Il est possible que les rorquals boréaux soient la proie d'orques et de requins, bien que le degré de prédation soit inconnu (Reeves et al. sous presse). Une abondance accrue pourrait donner lieu à une augmentation de la prédation.

4.5 Besoins en habitat

Les stratégies alimentaires des rorquals boréaux consistent à la fois à écumer les flots et à engouffrer des quantités d'eau contenant des proies (Nemoto et Kawamura 1977); ils se nourrissent principalement de copépodes calanoïdes. De façon générale, on les trouve dans des eaux relativement profondes, surtout associées aux habitats pélagiques du large. Dans le nord-ouest de l'Atlantique, les rorquals boréaux sont associés à la faille continentale (Hain et al. 1985). En Colombie-Britannique, moins de 0,5 % des captures effectuées dans le cadre de la chasse côtière (données historiques) pour lesquelles des positions ont été enregistrées ont eu lieu sur la plate-forme continentale (Gregr 2002).

L'examen de la répartition des cétacés à fanons par rapport aux conditions océanographiques semble indiquer qu'il existe une association étroite entre la présence des animaux et les fronts océaniques. Selon les écrits, on observe des rorquals boréaux le long des grandes zones de mélange et de contre-courants rencontrées au niveau des fronts, et ils pourraient suivre ces fronts de façon saisonnière (Nasu 1966). Ces fronts peuvent afficher une certaine permanence et se situer à proximité de zones où les caractéristiques océaniques sont prévisibles, telles que les zones de remontée des eaux ou, encore, ils peuvent être associés à des caractéristiques plus dynamiques comme les contre-courants ou les jets formés à proximité d'éléments topographiques frappés par les grands courants (COSEPAC 2003).

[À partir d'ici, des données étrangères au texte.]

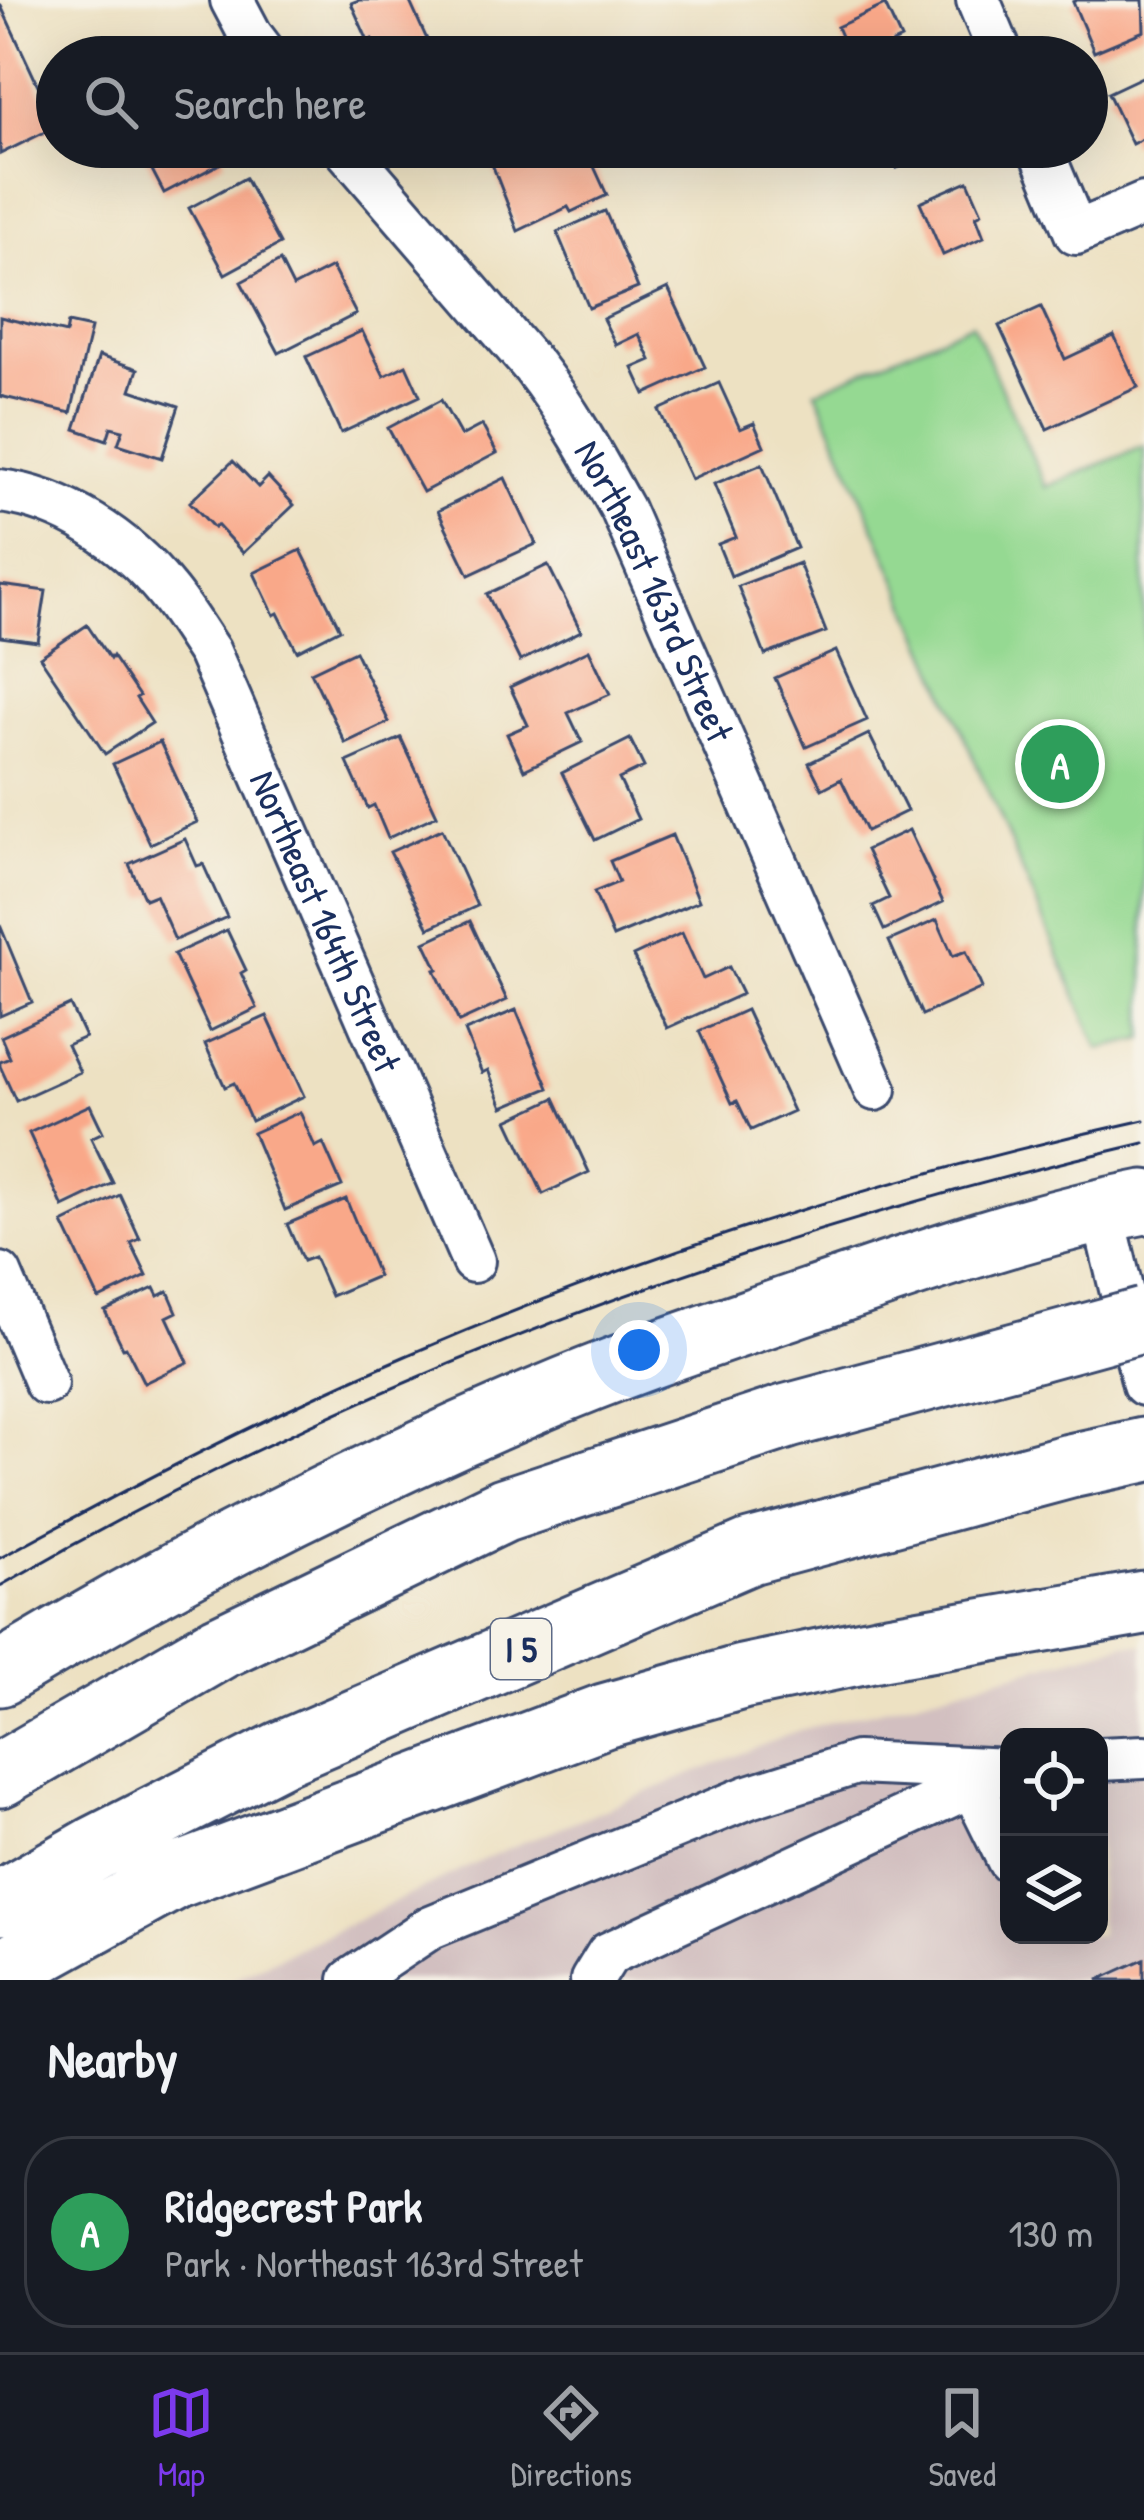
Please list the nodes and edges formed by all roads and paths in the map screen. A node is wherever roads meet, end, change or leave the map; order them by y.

On observe souvent les rorquals boréaux sur les mêmes aires d'alimentation pendant plusieurs années, puis ils disparaissent pendant de longues périodes. Dans l'Antarctique, les chasseurs parlent d' « années de rorquals boréaux » (Gambell 1985a). Dans les eaux norvégiennes, les années marquées par une occurrence très importante de rorquals boréaux ont été qualifiées d'« années d'invasion » et ont été corrélées avec une abondance élevée de goberges (probablement Theragra finnmarchica) (Jonsgård et Darling 1977). Les registres de la chasse à la baleine en Colombie-Britannique font également état de ces arrivées non prévisibles de rorquals boréaux sur les aires d'alimentation du Pacifique Nord (Gregr et al. 2000).